_EXERCISE INSTRUCTIONS_
Only lines containing the word "main" are needed; pull them out of the material.

_STORED DATA_

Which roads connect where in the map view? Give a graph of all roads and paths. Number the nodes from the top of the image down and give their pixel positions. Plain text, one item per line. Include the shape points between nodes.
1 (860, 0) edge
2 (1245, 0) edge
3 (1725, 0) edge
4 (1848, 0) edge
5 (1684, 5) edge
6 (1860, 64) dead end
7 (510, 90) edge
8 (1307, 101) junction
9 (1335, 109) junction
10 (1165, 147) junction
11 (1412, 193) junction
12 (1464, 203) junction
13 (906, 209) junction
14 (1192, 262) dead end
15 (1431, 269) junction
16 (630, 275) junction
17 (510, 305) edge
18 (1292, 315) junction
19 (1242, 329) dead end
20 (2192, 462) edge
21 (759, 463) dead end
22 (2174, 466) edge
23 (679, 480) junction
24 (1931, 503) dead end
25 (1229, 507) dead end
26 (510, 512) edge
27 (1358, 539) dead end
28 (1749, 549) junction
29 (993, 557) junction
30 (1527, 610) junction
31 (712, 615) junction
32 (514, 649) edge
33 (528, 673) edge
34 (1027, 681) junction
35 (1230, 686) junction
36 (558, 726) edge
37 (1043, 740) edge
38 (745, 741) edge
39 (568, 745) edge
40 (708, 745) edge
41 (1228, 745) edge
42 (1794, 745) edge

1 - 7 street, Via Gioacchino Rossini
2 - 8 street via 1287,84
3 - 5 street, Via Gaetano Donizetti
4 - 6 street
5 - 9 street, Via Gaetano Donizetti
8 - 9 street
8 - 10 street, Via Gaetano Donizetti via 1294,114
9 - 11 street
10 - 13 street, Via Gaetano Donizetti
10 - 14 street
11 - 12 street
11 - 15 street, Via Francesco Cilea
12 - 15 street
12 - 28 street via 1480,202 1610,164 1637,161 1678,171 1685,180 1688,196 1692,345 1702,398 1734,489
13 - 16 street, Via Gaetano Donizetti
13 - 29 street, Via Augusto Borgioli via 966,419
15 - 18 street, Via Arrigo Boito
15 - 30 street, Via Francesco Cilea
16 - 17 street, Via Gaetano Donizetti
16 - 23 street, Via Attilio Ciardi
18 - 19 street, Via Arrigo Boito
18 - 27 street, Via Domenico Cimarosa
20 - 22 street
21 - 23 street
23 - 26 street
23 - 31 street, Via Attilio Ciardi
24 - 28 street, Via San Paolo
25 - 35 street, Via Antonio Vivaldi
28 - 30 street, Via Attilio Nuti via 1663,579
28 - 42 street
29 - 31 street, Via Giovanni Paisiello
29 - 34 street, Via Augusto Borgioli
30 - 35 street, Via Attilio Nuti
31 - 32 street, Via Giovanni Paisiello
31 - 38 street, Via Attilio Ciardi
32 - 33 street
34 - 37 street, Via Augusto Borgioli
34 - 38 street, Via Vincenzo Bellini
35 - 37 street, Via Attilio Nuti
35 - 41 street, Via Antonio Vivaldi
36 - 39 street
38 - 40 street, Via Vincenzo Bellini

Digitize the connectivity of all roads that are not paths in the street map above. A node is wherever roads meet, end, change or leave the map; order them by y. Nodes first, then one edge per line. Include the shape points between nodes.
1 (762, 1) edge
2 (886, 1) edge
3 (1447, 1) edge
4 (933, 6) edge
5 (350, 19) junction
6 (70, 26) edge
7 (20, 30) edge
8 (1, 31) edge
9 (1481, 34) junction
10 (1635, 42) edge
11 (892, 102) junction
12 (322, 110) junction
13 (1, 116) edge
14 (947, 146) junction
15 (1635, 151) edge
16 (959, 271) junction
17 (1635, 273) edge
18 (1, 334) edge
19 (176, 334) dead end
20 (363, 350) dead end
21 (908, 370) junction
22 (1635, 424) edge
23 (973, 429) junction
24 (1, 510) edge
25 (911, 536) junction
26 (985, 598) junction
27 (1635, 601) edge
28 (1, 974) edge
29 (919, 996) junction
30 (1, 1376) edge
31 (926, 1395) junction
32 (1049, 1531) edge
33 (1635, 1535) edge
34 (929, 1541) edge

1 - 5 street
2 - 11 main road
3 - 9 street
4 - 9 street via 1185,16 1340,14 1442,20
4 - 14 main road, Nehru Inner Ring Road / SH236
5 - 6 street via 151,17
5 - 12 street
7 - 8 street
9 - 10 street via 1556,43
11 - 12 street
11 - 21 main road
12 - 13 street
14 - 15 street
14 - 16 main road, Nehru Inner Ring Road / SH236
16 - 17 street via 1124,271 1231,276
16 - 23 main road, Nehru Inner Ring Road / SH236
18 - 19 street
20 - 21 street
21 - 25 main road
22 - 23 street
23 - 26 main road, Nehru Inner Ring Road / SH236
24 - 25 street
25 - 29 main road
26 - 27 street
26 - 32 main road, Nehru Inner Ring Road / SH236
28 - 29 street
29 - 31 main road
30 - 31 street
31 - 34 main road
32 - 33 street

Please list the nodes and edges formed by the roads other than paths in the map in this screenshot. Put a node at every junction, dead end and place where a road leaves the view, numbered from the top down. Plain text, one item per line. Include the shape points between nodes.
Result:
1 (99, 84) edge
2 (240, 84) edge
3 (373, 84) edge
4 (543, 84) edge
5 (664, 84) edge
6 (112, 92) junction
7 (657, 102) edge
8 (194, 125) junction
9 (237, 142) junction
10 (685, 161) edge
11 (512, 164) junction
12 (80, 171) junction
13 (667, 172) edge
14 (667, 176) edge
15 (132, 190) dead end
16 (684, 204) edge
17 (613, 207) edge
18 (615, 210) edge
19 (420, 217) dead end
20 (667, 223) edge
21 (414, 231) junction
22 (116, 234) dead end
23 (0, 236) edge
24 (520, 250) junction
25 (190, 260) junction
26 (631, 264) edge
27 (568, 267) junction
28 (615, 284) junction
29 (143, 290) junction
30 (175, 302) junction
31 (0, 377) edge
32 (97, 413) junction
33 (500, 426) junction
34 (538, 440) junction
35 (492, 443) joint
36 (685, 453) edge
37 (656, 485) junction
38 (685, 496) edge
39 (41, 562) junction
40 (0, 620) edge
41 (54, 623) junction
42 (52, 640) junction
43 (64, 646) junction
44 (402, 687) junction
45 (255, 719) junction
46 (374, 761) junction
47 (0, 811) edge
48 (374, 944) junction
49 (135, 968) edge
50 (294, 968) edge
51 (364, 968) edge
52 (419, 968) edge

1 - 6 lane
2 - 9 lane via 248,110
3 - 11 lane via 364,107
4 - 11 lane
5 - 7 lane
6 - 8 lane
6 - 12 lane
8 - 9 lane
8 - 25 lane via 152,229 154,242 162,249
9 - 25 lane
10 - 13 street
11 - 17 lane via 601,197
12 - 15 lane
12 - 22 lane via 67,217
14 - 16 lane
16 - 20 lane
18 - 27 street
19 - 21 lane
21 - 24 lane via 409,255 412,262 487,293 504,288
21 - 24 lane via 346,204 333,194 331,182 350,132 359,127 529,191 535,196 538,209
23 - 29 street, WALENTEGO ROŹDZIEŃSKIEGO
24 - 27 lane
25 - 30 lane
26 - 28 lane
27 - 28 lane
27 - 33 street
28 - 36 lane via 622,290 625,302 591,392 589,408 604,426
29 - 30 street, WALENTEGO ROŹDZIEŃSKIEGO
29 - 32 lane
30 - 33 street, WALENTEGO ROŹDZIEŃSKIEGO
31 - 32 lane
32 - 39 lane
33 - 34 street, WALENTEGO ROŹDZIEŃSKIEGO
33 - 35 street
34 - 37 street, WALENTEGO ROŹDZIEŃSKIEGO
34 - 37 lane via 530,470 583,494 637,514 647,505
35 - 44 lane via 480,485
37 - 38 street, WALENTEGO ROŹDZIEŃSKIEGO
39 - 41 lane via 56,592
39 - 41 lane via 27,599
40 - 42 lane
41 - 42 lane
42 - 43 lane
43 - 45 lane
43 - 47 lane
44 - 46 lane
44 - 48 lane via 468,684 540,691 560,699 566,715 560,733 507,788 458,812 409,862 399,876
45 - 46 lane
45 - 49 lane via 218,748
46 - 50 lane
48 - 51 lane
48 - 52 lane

_ANSWER BOX_
2 - 11 main road
4 - 14 main road, Nehru Inner Ring Road / SH236
11 - 21 main road
14 - 16 main road, Nehru Inner Ring Road / SH236
16 - 23 main road, Nehru Inner Ring Road / SH236
21 - 25 main road
23 - 26 main road, Nehru Inner Ring Road / SH236
25 - 29 main road
26 - 32 main road, Nehru Inner Ring Road / SH236
29 - 31 main road
31 - 34 main road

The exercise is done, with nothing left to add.